Ancien directeur de la Cinémathèque Française, Serge Toubiana a également été le rédacteur en chef des Cahiers du Cinéma durant de nombreuses années. Promoteur précoce et permanent de l’œuvre de Johan van der Keuken, il décrit pour nous l’acuité du regard d’un artiste complet, particulièrement sensible aux mouvements du monde.

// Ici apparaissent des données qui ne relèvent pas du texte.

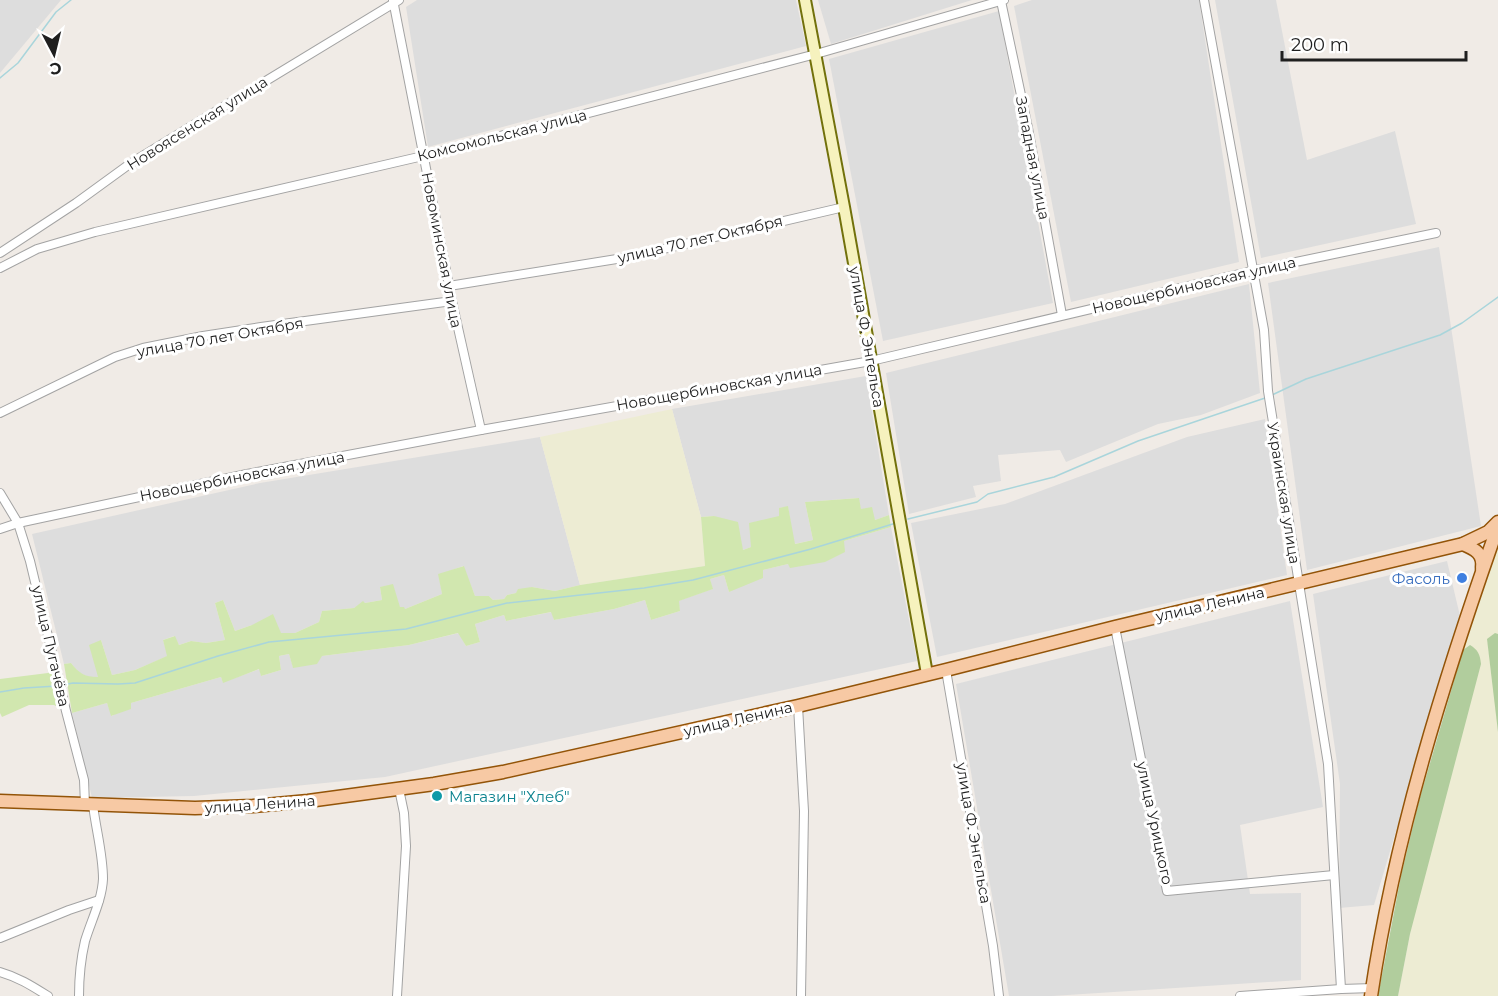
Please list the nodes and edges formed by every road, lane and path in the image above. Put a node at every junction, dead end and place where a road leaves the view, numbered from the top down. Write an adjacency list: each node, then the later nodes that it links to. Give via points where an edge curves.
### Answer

Photographie de L'Enfant aveugle
L'Enfant aveugle de Johan van der Keuken © Nosh van der Lely
J’ai découvert le travail de Johan van der Keuken à la fin des années soixante-dix, lorsque j’étais critique aux Cahiers du cinéma. Le premier à avoir évoqué ses films, c’est Serge Daney, qui avait écrit sur Le Printemps, en avril 1977. L’année précédente, nous avions programmé son triptyque Nord/Sud – Diary, The White Castle et The New Ice-Age, lors d’une Semaine des Cahiers du cinéma. Par la suite, Jean-Paul Fargier et Alain Bergala ont rendu compte de ses films dans la revue, il y a eu des entretiens, et plus tard, un livre important édité en 1998, grâce à François Albera : Aventures d’un regard, dont Johan était très fier. Il m’avait remercié d’avoir édité ce livre en m’offrant une magni­fique photo qu’il avait faite à New York – elle est accrochée sur un mur chez moi. Au fil des ans, il y a eu une vraie rencontre avec lui et son travail, « le fait incontournable d’une expérience vraie », comme il me l’avait écrit dans sa dédicace du livre.

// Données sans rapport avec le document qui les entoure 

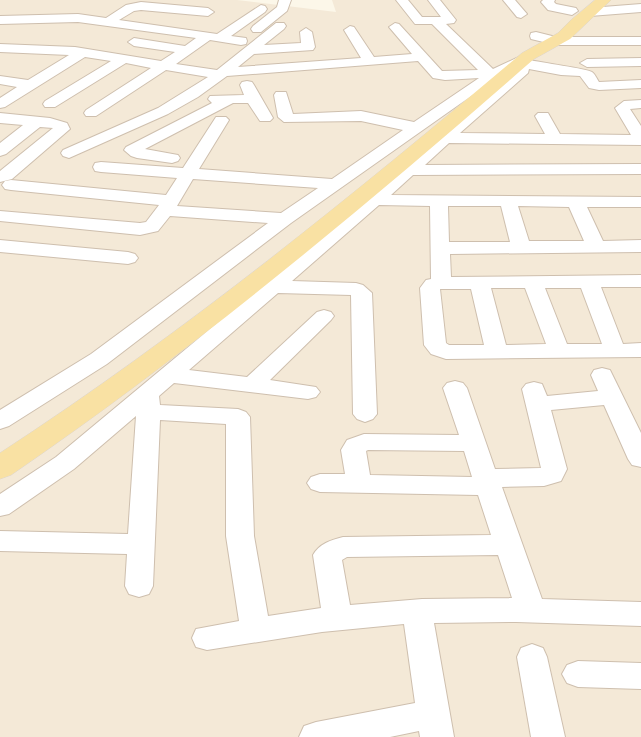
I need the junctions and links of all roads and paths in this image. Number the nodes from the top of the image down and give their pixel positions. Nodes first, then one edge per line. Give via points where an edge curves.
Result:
1 (285, 0) edge
2 (402, 0) edge
3 (434, 0) edge
4 (510, 0) edge
5 (549, 0) edge
6 (604, 0) edge
7 (112, 6) dead end
8 (30, 7) dead end
9 (50, 7) junction
10 (75, 7) dead end
11 (130, 8) junction
12 (641, 8) edge
13 (261, 9) dead end
14 (622, 10) junction
15 (582, 12) edge
16 (521, 14) dead end
17 (0, 20) edge
18 (436, 21) junction
19 (45, 22) junction
20 (641, 22) edge
21 (280, 26) dead end
22 (395, 27) dead end
23 (154, 29) junction
24 (350, 30) dead end
25 (120, 31) junction
26 (175, 32) junction
27 (306, 32) dead end
28 (213, 37) junction
29 (556, 41) junction
30 (625, 42) junction
31 (641, 42) edge
32 (599, 43) junction
33 (152, 45) junction
34 (244, 46) junction
35 (0, 48) edge
36 (289, 48) junction
37 (186, 50) junction
38 (228, 52) dead end
39 (88, 53) junction
40 (118, 55) junction
41 (526, 55) junction
42 (422, 58) junction
43 (370, 61) junction
44 (641, 62) edge
45 (586, 63) dead end
46 (40, 65) dead end
47 (163, 66) junction
48 (289, 67) junction
49 (58, 68) junction
50 (219, 70) junction
51 (242, 70) junction
52 (494, 77) junction
53 (0, 80) edge
54 (292, 83) dead end
55 (641, 84) edge
56 (30, 85) junction
57 (281, 95) dead end
58 (184, 98) junction
59 (230, 99) junction
60 (253, 99) junction
61 (0, 104) edge
62 (50, 104) dead end
63 (641, 104) edge
64 (91, 113) dead end
65 (543, 116) dead end
66 (0, 118) edge
67 (265, 118) dead end
68 (221, 120) dead end
69 (36, 122) junction
70 (418, 128) junction
71 (639, 133) edge
72 (445, 138) junction
73 (555, 139) junction
74 (574, 140) junction
75 (0, 151) edge
76 (69, 153) dead end
77 (101, 167) dead end
78 (192, 167) junction
79 (589, 169) junction
80 (641, 169) edge
81 (408, 170) junction
82 (6, 181) edge
83 (336, 184) junction
84 (97, 195) junction
85 (374, 200) junction
86 (439, 201) junction
87 (508, 202) junction
88 (576, 202) junction
89 (641, 202) edge
90 (168, 206) junction
91 (0, 216) edge
92 (285, 219) junction
93 (74, 223) junction
94 (641, 246) edge
95 (521, 247) junction
96 (596, 247) junction
97 (2, 248) edge
98 (440, 248) junction
99 (128, 258) dead end
100 (588, 281) junction
101 (641, 281) edge
102 (533, 282) junction
103 (441, 283) junction
104 (480, 283) junction
105 (273, 287) junction
106 (324, 316) dead end
107 (615, 350) junction
108 (641, 350) edge
109 (559, 351) junction
110 (497, 352) junction
111 (602, 375) dead end
112 (169, 376) junction
113 (252, 386) junction
114 (455, 388) dead end
115 (308, 392) dead end
116 (612, 397) junction
117 (148, 402) junction
118 (365, 414) dead end
119 (0, 421) edge
120 (474, 443) junction
121 (641, 459) edge
122 (0, 468) edge
123 (487, 482) junction
124 (320, 483) dead end
125 (359, 484) junction
126 (0, 507) edge
127 (0, 541) edge
128 (141, 544) junction
129 (509, 545) junction
130 (139, 586) dead end
131 (531, 611) junction
132 (417, 612) junction
133 (641, 614) edge
134 (337, 618) junction
135 (255, 630) junction
136 (207, 638) dead end
137 (532, 657) dead end
138 (578, 674) dead end
139 (641, 676) edge
140 (435, 725) edge
141 (316, 737) edge
142 (548, 737) edge

1 - 34 street via 283,8
2 - 18 street via 419,21
3 - 18 street via 450,20
4 - 16 street
5 - 15 street via 547,2 552,7
6 - 15 main road
7 - 11 street
8 - 9 street
9 - 10 street
9 - 19 street
11 - 25 street
11 - 26 street via 213,9
12 - 14 street
13 - 28 street
14 - 15 street
14 - 20 street
15 - 29 main road
15 - 30 street
15 - 32 street
15 - 41 main road via 554,24
17 - 19 street
18 - 52 street
19 - 25 street via 95,31
21 - 34 street
22 - 42 street
23 - 25 street
23 - 25 street via 138,26
23 - 26 street
24 - 43 street
25 - 33 street
25 - 40 street
26 - 28 street
26 - 33 street
27 - 36 street via 309,46
28 - 34 street
28 - 37 street
29 - 32 street
29 - 41 main road
29 - 41 street
30 - 31 street
30 - 32 street
33 - 37 street
33 - 40 street
34 - 36 street
34 - 38 street
34 - 50 street
35 - 39 street
36 - 48 street
37 - 47 street
39 - 40 street
39 - 49 street
40 - 47 street
40 - 62 street
41 - 52 main road
41 - 55 street via 561,71 587,74 594,85
41 - 72 street via 523,70
42 - 43 street
42 - 52 street via 440,76
43 - 48 street
44 - 45 street
46 - 49 street
47 - 50 street via 201,72
47 - 64 street
48 - 51 street
48 - 54 street
49 - 56 street
50 - 51 street
50 - 58 street
51 - 60 street
52 - 70 street
52 - 122 main road via 221,310 92,406
53 - 56 street
56 - 61 street
57 - 70 street via 289,119 367,117
58 - 59 street
58 - 76 street
59 - 60 street
59 - 78 street via 132,150
60 - 67 street
63 - 71 street via 622,108
65 - 73 street
66 - 69 street
68 - 78 street
69 - 75 street
69 - 82 street via 59,124 62,129 6,175
70 - 83 street
71 - 74 street
72 - 73 street
72 - 81 street
73 - 74 street
74 - 79 street
77 - 78 street
78 - 83 street
78 - 90 street
79 - 80 street
79 - 81 street
81 - 85 street
82 - 84 street
83 - 92 street
84 - 90 street
84 - 93 street
85 - 86 street
85 - 105 street
86 - 87 street
86 - 98 street
87 - 88 street
87 - 95 street
88 - 89 street
88 - 96 street
90 - 92 street
90 - 93 street via 156,224 147,229
91 - 93 street
92 - 119 street via 99,359
94 - 96 street
95 - 96 street
95 - 98 street
97 - 99 street
98 - 103 street
100 - 101 street
100 - 102 street
100 - 107 street
102 - 104 street
102 - 109 street
103 - 104 street
103 - 110 street via 430,288 439,349 446,352
104 - 110 street
105 - 112 street
105 - 118 street via 356,289 362,294
106 - 113 street
107 - 108 street
107 - 109 street
109 - 110 street
111 - 116 street
112 - 113 street
112 - 117 street
113 - 115 street
114 - 120 street
116 - 121 street
116 - 123 street via 536,396 554,469 552,475
117 - 126 street via 65,464
117 - 128 street
117 - 135 street via 238,417 240,536
120 - 123 street
120 - 125 street via 364,442 353,450
123 - 125 street
123 - 129 street
124 - 125 street
127 - 128 street
128 - 130 street
129 - 131 street
129 - 134 street via 343,547 330,552 327,555
131 - 132 street
131 - 133 street
132 - 134 street
132 - 140 street
134 - 135 street
135 - 136 street
137 - 142 street
138 - 139 street
140 - 141 street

Ce qui était frappant, c’était la manière qu’avait Johan van der Keuken d’être de plain-pied dans la réalité occidentale et d’avoir compris avant d’autres la crise sociale et morale qui secouait notre continent. Il avait surtout compris, vu et enre­gistré l’interaction entre cette crise occidentale et ses effets sur le reste du monde, son lien avec l’émergence d’autres pays, d’autres cultures et d’autres économies, en Asie, en Amérique latine et en Afrique. On ne parlait pas alors de la « mondialisa­tion », mais lui avait déjà senti et pensé les effets « Monde ». Il s’y était intéressé parce qu’il était un cinéaste-voyageur, un excellent « regardeur », témoin du monde dans lequel il vivait. Son œuvre est donc résolument contemporaine. On ne dira jamais assez à quel point Johan van der Keuken a vu et capté, tel un sismographe, avant d’autres, les soubresauts qui agitent le monde depuis un demi-siècle. Il a vu parce qu’il savait, de manière à la fois instinctive et réfléchie, regarder le monde et les êtres humains, de manière juste et sensible.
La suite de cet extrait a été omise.